* **Task instructions**
Count each line below that has "ring" anywhere in it. Answer with the total alone.

[Named joint coordinates]
|---|

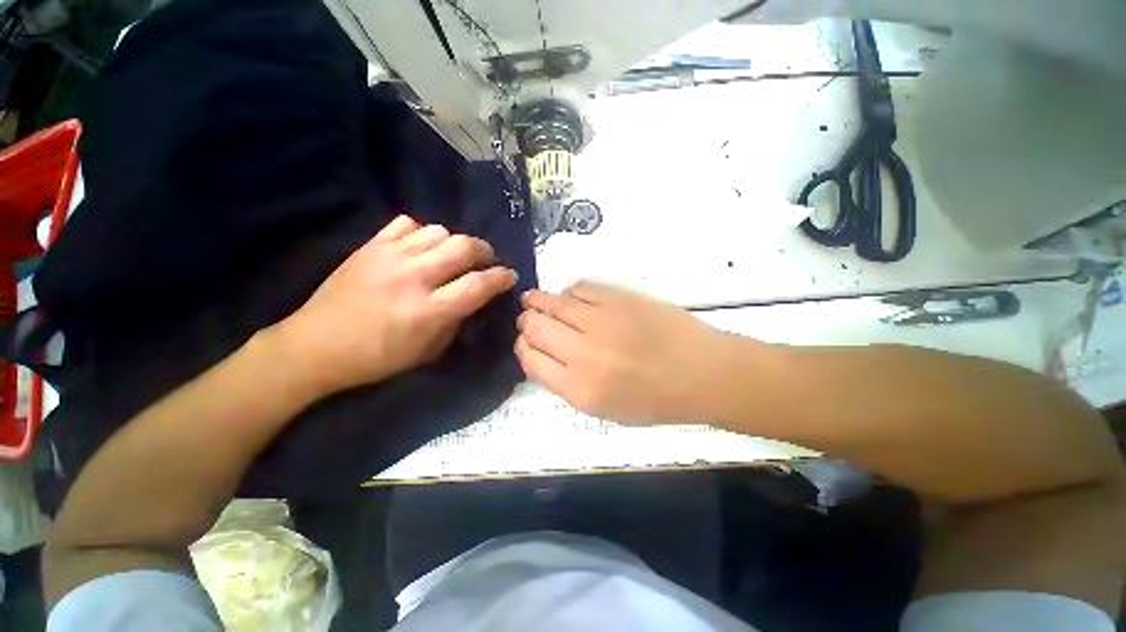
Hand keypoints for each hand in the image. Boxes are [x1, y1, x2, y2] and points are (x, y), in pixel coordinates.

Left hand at [270, 215, 516, 396]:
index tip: (509, 276)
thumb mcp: (428, 351)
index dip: (500, 278)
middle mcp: (412, 278)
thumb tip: (474, 298)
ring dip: (455, 243)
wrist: (315, 346)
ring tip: (453, 256)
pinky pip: (407, 224)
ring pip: (439, 231)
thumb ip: (456, 320)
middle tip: (487, 260)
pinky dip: (423, 233)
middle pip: (463, 247)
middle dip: (484, 251)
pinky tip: (422, 247)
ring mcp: (389, 257)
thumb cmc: (377, 358)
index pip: (478, 285)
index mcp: (428, 311)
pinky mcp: (370, 246)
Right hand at [516, 282, 739, 424]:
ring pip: (553, 302)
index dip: (523, 347)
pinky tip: (572, 298)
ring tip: (535, 300)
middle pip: (535, 327)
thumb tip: (542, 354)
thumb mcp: (604, 409)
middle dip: (526, 322)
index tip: (527, 342)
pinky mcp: (619, 298)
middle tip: (529, 319)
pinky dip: (569, 292)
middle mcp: (584, 353)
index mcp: (580, 389)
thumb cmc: (655, 399)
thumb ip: (566, 383)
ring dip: (538, 301)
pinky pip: (580, 288)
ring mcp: (603, 320)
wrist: (702, 373)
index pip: (530, 359)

|---|

* **Task output**
8